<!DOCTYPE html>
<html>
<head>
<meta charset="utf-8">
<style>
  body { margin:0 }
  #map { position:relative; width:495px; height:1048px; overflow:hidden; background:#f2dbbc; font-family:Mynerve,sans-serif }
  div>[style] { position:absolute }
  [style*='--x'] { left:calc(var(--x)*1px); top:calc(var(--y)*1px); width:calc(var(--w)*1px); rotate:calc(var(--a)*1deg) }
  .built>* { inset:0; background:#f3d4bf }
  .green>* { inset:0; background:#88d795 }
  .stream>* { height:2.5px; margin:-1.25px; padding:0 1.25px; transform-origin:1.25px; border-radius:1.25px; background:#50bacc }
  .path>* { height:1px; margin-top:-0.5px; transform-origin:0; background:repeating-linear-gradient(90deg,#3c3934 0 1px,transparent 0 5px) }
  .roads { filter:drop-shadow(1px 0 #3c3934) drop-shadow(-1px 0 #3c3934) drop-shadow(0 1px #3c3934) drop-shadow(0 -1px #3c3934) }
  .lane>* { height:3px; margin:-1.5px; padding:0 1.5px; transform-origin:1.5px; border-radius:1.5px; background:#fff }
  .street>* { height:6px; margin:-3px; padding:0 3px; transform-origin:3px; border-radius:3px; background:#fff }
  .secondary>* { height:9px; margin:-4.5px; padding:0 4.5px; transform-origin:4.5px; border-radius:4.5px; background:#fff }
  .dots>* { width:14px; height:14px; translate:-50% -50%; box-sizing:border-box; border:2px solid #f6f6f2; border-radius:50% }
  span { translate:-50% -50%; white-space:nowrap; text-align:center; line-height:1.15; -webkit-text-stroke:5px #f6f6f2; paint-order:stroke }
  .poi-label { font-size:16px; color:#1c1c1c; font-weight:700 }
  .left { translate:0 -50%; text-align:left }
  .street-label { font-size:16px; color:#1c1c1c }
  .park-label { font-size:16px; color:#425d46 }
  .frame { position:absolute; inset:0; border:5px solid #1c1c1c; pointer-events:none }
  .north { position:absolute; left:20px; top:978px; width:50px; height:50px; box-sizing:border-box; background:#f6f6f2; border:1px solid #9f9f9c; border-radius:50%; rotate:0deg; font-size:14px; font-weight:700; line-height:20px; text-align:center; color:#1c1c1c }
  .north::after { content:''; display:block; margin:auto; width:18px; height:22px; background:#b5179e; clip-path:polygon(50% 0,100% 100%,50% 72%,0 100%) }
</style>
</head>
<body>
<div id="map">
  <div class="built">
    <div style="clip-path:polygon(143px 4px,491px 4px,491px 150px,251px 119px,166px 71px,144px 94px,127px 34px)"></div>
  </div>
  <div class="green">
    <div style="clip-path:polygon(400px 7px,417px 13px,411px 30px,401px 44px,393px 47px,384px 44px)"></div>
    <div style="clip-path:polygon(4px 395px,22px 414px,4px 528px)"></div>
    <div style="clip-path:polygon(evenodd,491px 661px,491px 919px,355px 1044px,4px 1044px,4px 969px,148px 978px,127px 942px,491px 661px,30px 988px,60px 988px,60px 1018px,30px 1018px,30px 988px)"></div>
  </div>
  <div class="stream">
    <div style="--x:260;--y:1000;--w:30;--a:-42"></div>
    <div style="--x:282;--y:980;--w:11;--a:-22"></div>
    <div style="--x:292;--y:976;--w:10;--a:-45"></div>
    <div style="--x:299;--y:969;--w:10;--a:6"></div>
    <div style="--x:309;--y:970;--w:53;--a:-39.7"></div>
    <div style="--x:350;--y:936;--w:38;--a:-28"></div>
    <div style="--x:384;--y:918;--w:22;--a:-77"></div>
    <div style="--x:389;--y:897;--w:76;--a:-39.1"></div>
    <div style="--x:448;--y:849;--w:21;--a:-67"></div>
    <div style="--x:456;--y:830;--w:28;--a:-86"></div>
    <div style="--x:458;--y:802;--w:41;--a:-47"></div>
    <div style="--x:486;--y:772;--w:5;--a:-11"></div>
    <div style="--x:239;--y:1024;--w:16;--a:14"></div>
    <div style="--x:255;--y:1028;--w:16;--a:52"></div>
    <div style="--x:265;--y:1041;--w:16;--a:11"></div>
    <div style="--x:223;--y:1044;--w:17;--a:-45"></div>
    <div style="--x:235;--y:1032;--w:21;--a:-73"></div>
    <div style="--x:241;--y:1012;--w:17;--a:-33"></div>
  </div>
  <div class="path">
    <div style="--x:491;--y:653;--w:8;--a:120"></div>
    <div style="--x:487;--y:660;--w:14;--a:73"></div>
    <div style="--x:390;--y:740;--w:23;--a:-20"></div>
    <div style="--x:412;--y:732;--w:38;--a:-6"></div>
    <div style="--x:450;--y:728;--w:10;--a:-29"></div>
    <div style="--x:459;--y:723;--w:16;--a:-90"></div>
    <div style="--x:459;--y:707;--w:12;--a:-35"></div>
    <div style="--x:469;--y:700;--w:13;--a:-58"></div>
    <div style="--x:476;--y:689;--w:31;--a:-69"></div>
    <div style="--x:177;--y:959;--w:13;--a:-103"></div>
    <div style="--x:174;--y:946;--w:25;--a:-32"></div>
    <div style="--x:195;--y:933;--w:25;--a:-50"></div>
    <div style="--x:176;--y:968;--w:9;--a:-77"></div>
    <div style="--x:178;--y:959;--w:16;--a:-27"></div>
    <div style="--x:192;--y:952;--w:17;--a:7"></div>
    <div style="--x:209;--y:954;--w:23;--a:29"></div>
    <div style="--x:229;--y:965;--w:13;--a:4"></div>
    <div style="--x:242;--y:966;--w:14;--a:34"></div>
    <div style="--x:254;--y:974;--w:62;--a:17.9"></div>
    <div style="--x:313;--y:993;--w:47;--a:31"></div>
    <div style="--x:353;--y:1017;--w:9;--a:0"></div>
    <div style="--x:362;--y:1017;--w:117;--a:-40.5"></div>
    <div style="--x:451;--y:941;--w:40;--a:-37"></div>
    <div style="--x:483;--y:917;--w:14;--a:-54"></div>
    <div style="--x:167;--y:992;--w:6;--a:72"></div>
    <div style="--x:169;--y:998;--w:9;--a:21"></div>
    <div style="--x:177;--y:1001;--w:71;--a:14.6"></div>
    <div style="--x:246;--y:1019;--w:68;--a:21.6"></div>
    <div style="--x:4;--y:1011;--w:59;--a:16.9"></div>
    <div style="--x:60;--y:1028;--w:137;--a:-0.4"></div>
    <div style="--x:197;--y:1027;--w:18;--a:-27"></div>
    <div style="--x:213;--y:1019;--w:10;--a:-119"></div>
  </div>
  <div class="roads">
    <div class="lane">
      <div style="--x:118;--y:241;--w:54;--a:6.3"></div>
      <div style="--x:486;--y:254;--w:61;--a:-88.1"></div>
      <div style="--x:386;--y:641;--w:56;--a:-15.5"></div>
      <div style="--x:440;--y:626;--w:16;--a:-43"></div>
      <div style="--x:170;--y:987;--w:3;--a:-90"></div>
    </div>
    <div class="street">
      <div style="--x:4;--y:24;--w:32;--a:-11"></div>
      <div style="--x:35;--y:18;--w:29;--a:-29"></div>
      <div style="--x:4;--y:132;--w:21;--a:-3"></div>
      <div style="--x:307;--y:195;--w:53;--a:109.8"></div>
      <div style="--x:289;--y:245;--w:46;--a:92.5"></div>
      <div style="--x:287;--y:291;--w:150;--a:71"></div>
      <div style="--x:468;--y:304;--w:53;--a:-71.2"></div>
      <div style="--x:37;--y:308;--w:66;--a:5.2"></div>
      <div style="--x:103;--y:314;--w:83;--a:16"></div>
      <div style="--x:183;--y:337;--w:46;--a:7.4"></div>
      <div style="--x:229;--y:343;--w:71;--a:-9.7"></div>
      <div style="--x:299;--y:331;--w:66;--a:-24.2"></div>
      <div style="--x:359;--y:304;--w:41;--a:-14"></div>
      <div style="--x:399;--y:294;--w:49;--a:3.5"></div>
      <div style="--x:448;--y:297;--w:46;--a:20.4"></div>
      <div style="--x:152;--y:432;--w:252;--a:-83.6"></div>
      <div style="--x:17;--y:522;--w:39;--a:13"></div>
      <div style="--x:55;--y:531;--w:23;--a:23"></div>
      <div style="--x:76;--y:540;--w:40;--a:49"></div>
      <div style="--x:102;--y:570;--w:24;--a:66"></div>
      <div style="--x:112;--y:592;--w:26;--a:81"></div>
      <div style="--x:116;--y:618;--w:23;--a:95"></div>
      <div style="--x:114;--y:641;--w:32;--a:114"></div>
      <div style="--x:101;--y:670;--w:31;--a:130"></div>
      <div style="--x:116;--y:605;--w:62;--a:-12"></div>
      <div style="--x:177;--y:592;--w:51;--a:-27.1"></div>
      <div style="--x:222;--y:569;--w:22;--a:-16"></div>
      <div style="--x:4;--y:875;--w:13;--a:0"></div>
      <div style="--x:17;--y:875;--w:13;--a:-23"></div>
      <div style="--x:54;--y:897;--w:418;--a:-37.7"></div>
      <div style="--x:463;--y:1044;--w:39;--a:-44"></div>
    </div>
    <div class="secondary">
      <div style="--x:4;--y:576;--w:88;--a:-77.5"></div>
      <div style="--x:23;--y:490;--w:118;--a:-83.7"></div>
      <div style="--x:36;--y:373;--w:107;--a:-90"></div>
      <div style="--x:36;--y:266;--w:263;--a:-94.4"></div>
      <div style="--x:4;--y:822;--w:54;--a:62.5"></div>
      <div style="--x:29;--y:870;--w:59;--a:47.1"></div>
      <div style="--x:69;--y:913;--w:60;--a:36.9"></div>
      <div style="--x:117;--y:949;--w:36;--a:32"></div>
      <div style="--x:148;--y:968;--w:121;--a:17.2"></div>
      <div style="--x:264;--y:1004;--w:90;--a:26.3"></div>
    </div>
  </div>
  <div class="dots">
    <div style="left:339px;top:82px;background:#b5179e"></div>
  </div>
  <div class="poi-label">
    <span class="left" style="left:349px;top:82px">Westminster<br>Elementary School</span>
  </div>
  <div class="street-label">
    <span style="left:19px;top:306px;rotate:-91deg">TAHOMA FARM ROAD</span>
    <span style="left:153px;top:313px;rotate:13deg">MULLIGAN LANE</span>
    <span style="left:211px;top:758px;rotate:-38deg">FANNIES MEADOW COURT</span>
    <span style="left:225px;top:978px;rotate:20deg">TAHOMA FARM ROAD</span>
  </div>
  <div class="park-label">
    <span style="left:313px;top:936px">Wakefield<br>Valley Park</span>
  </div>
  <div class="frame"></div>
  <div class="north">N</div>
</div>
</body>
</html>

• [Your objective]: From the entries above, copy every line where the word "roads" shows up.

• [Exercise solution]:
  .roads { filter:drop-shadow(1px 0 #3c3934) drop-shadow(-1px 0 #3c3934) drop-shadow(0 1px #3c3934) drop-shadow(0 -1px #3c3934) }
  <div class="roads">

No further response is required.